GoodHaven Fund: Performance
The following performance information provides some indication of the risks of investing in the GoodHaven Fund. The bar chart below illustrates the variability of the Fund’s returns by showing changes in the Fund’s performance from year to year. The table on the next page illustrates how the Fund’s average annual total returns for the 1-year and since inception periods compare with that of a broad-based securities index. This comparison is provided to offer a broader market perspective. The Fund’s past performance, before and after taxes, is not necessarily an indication of how the Fund will perform in the future and does not guarantee future results.
Updated performance information is available on the Fund’s website at www.goodhavenfunds.com.
The “Return After Taxes on Distributions” shows the effect of taxable distributions (dividends and capital gains distributions), but assumes that you still hold Fund shares at the end of the period. The “Return After Taxes on Distributions and Sale of Fund Shares” shows the effect of both taxable distributions and any taxable gain or loss that would be realized if a Fund’s shares were sold at the end of the specified period.
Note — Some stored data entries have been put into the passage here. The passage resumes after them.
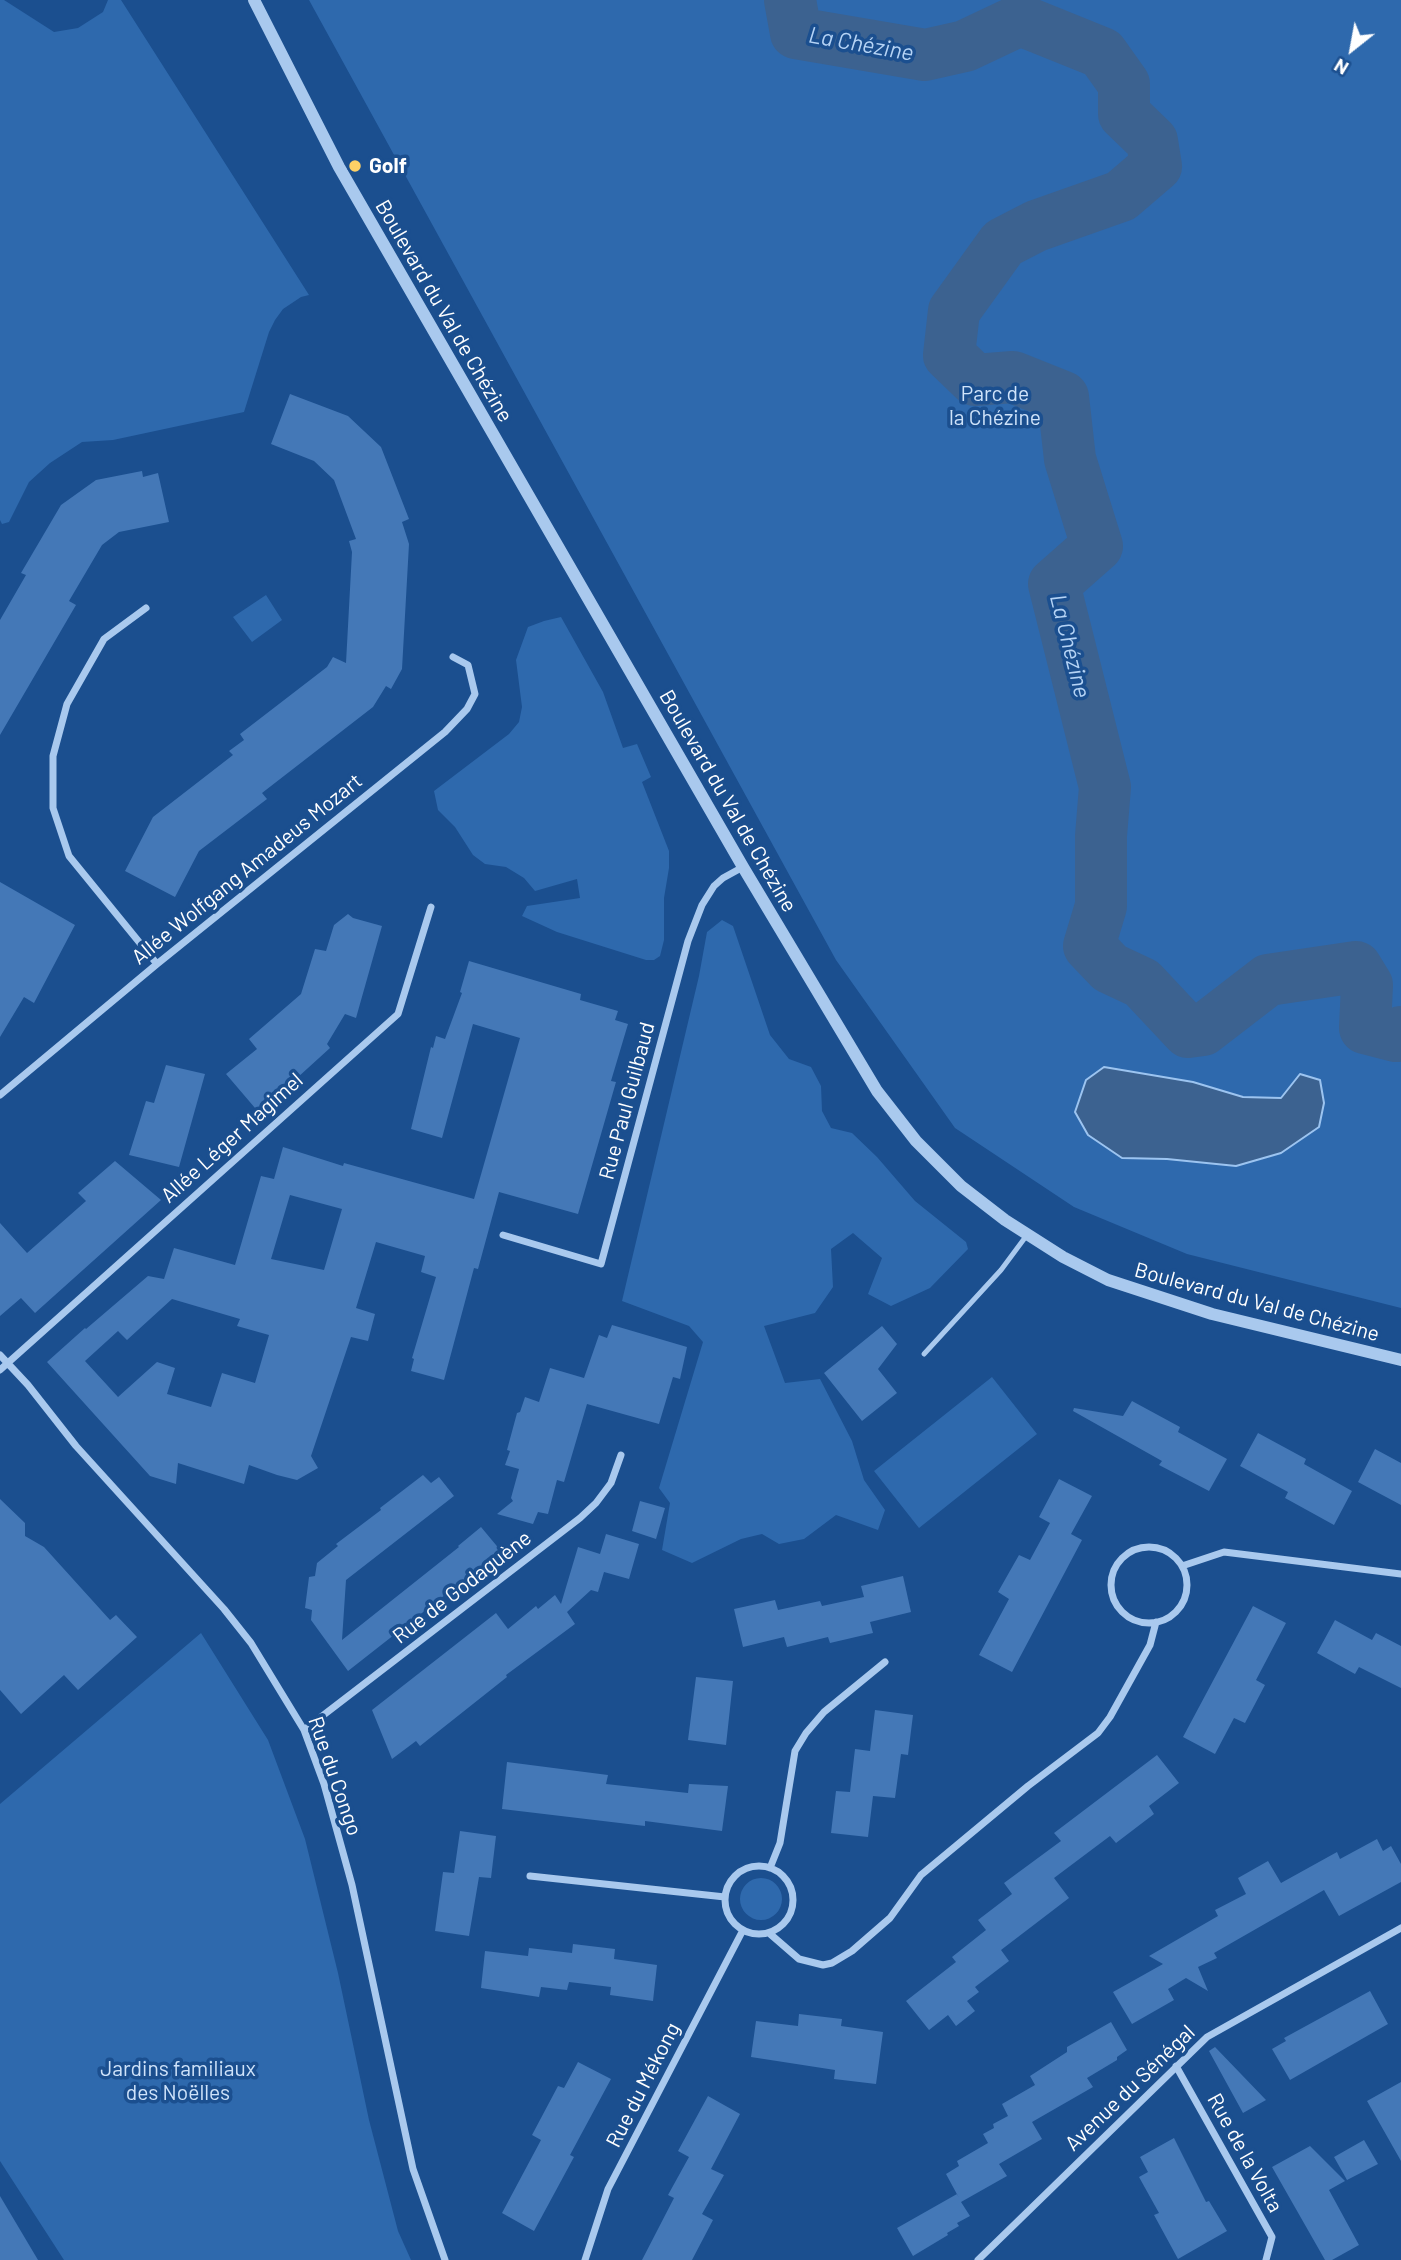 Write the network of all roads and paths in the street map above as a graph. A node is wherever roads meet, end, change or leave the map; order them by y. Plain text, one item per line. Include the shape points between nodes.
1 (254, 0) edge
2 (146, 608) dead end
3 (453, 657) dead end
4 (743, 867) junction
5 (431, 908) dead end
6 (156, 964) junction
7 (0, 1095) edge
8 (503, 1236) dead end
9 (1027, 1236) junction
10 (925, 1354) dead end
11 (0, 1355) edge
12 (1401, 1360) edge
13 (8, 1363) junction
14 (0, 1370) edge
15 (621, 1455) dead end
16 (1182, 1566) junction
17 (1401, 1574) edge
18 (1156, 1622) junction
19 (885, 1661) dead end
20 (304, 1730) junction
21 (770, 1868) junction
22 (530, 1876) dead end
23 (725, 1897) junction
24 (1401, 1928) edge
25 (743, 1930) junction
26 (769, 1933) junction
27 (1176, 2066) junction
28 (445, 2260) edge
29 (584, 2260) edge
30 (978, 2260) edge
31 (1266, 2260) edge

1 - 4 street, Boulevard du Val de Chézine via 339,167
2 - 6 street via 104,639 66,704 53,756 53,808 68,856
3 - 6 street, Allée Wolfgang Amadeus Mozart via 468,665 475,694 445,732
4 - 8 street, Rue Paul Guilbaud via 714,886 688,941 601,1264
4 - 9 street, Boulevard du Val de Chézine via 877,1090 916,1141 961,1186
5 - 13 street, Allée Léger Magimel via 398,1014
6 - 7 street, Allée Wolfgang Amadeus Mozart
9 - 10 lane
9 - 12 street, Boulevard du Val de Chézine via 1144,1294
11 - 13 street, Rue du Congo
13 - 14 street, Allée Léger Magimel
13 - 20 street, Rue du Congo via 76,1446 224,1609 264,1662
15 - 20 street, Rue de Godaguène via 611,1483 580,1518
16 - 17 street via 1224,1552
16 - 18 street via 1186,1592 1180,1607
16 - 18 street via 1167,1551 1142,1547 1118,1562 1111,1577 1115,1602 1127,1616
18 - 26 street via 1150,1645 1098,1733 921,1875 890,1918 852,1951 823,1965 799,1959
19 - 21 street via 824,1712 795,1751 780,1843
20 - 28 street, Rue du Congo via 352,1885 413,2169
21 - 23 street via 741,1871
21 - 26 street via 788,1880 794,1901 786,1921
22 - 23 street
23 - 25 street via 729,1916
24 - 27 street, Avenue du Sénégal via 1208,2037
25 - 26 street
25 - 29 street, Rue du Mékong via 608,2189
27 - 30 street, Avenue du Sénégal
27 - 31 street, Rue de la Volta via 1272,2237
After-tax returns are calculated using the historical highest individual federal marginal income tax rates and does not reflect the impact of state and local taxes. Actual after-tax returns depend on the individual investor’s situation and may differ from those shown. Furthermore, the after-tax returns shown are not relevant to investors who hold their shares through tax-deferred arrangements such as 401(k) plans or Individual Retirement Accounts (“IRAs”).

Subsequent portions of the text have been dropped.